*Exercise*. Your answer must be the records below repeated word for word, with no pictures in it.

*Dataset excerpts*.

····················

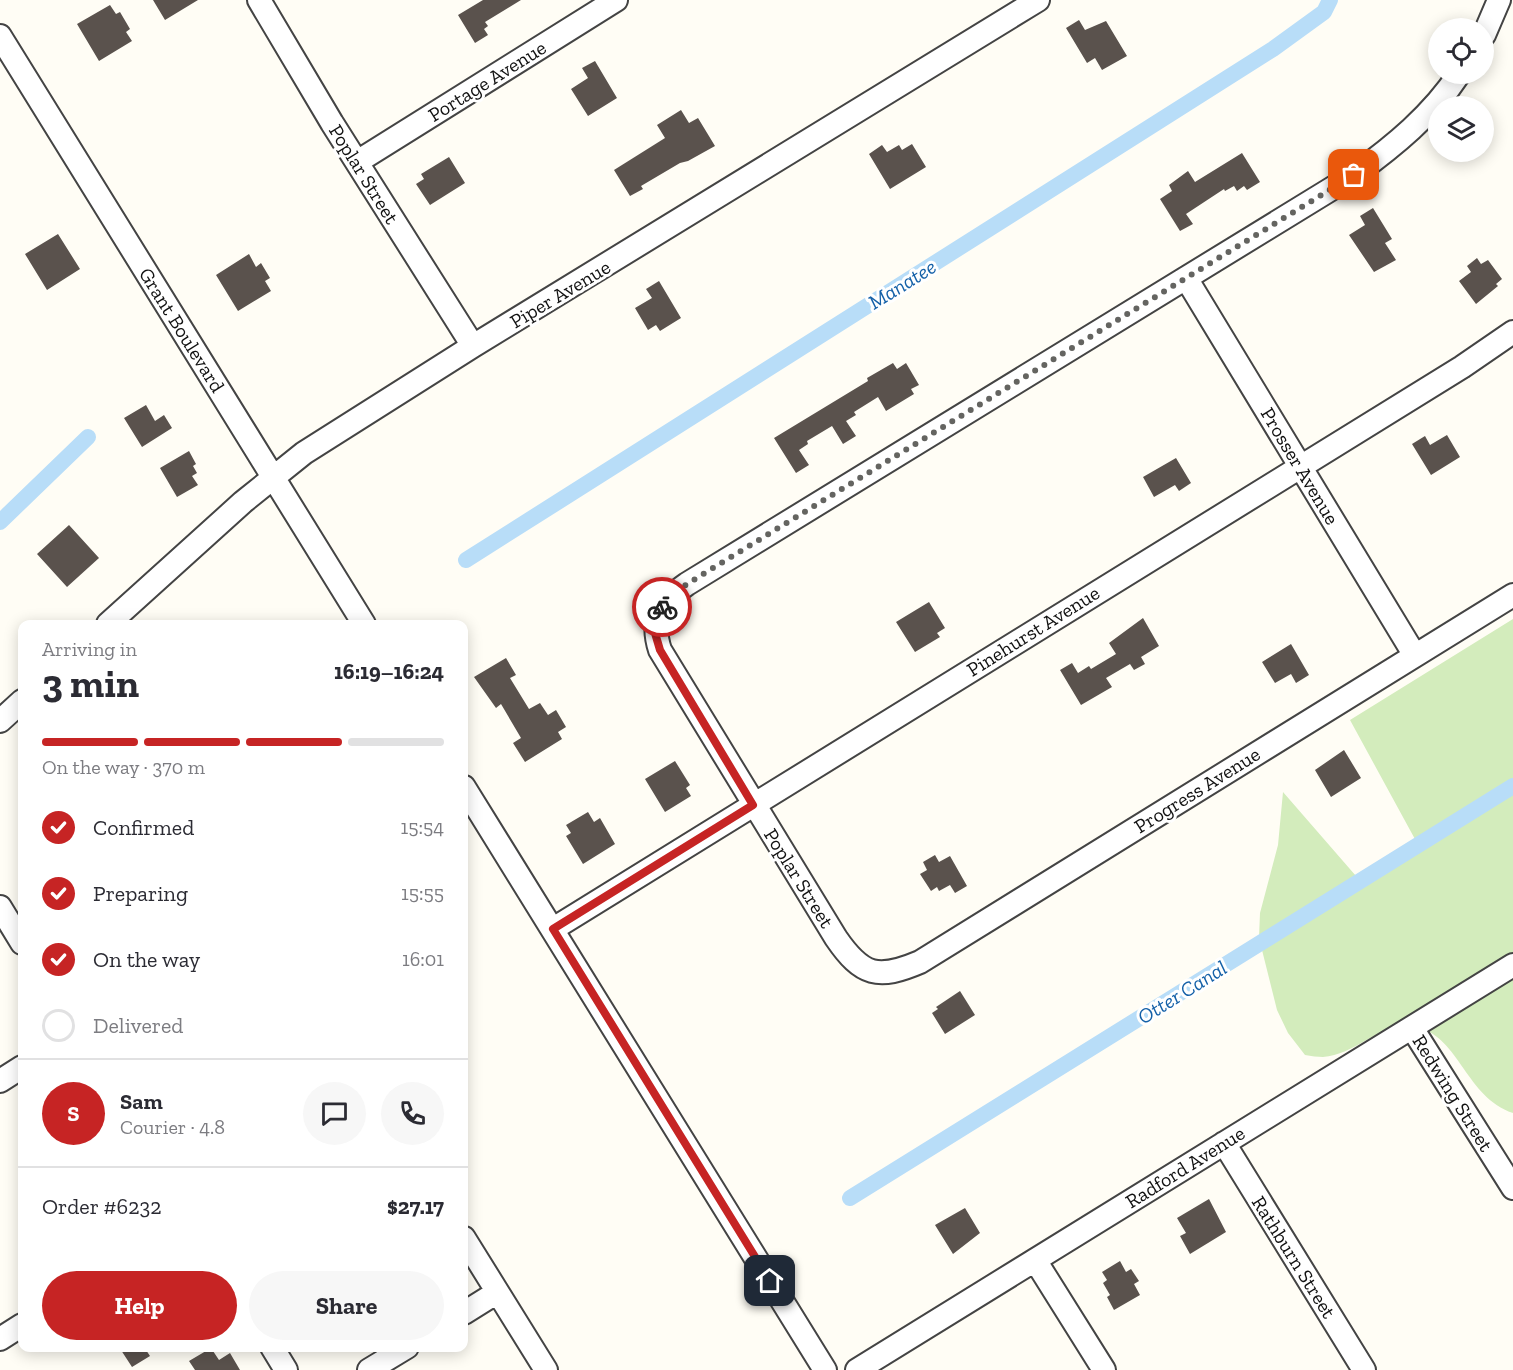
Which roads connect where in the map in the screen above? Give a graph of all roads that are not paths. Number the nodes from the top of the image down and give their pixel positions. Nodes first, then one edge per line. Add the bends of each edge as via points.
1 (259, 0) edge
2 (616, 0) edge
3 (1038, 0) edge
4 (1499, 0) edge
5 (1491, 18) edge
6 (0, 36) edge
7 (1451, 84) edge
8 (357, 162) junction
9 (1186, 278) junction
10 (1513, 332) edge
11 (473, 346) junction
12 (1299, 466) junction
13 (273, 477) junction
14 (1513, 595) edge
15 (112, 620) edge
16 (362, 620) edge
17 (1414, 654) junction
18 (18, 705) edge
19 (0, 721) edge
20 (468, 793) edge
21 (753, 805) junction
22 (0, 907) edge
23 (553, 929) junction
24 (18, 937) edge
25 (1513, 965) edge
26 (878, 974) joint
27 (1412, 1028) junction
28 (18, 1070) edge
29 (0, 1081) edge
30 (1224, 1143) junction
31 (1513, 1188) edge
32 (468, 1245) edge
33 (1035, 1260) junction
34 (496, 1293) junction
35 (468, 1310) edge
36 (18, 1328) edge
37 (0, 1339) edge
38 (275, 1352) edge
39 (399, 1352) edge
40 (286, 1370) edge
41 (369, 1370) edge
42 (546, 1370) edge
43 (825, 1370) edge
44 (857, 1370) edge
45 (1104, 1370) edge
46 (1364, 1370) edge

····················

*Final answer*.
Which roads connect where in the map in the screen above? Give a graph of all roads that are not paths. Number the nodes from the top of the image down and give their pixel positions. Nodes first, then one edge per line. Add the bends of each edge as via points.
1 (259, 0) edge
2 (616, 0) edge
3 (1038, 0) edge
4 (1499, 0) edge
5 (1491, 18) edge
6 (0, 36) edge
7 (1451, 84) edge
8 (357, 162) junction
9 (1186, 278) junction
10 (1513, 332) edge
11 (473, 346) junction
12 (1299, 466) junction
13 (273, 477) junction
14 (1513, 595) edge
15 (112, 620) edge
16 (362, 620) edge
17 (1414, 654) junction
18 (18, 705) edge
19 (0, 721) edge
20 (468, 793) edge
21 (753, 805) junction
22 (0, 907) edge
23 (553, 929) junction
24 (18, 937) edge
25 (1513, 965) edge
26 (878, 974) joint
27 (1412, 1028) junction
28 (18, 1070) edge
29 (0, 1081) edge
30 (1224, 1143) junction
31 (1513, 1188) edge
32 (468, 1245) edge
33 (1035, 1260) junction
34 (496, 1293) junction
35 (468, 1310) edge
36 (18, 1328) edge
37 (0, 1339) edge
38 (275, 1352) edge
39 (399, 1352) edge
40 (286, 1370) edge
41 (369, 1370) edge
42 (546, 1370) edge
43 (825, 1370) edge
44 (857, 1370) edge
45 (1104, 1370) edge
46 (1364, 1370) edge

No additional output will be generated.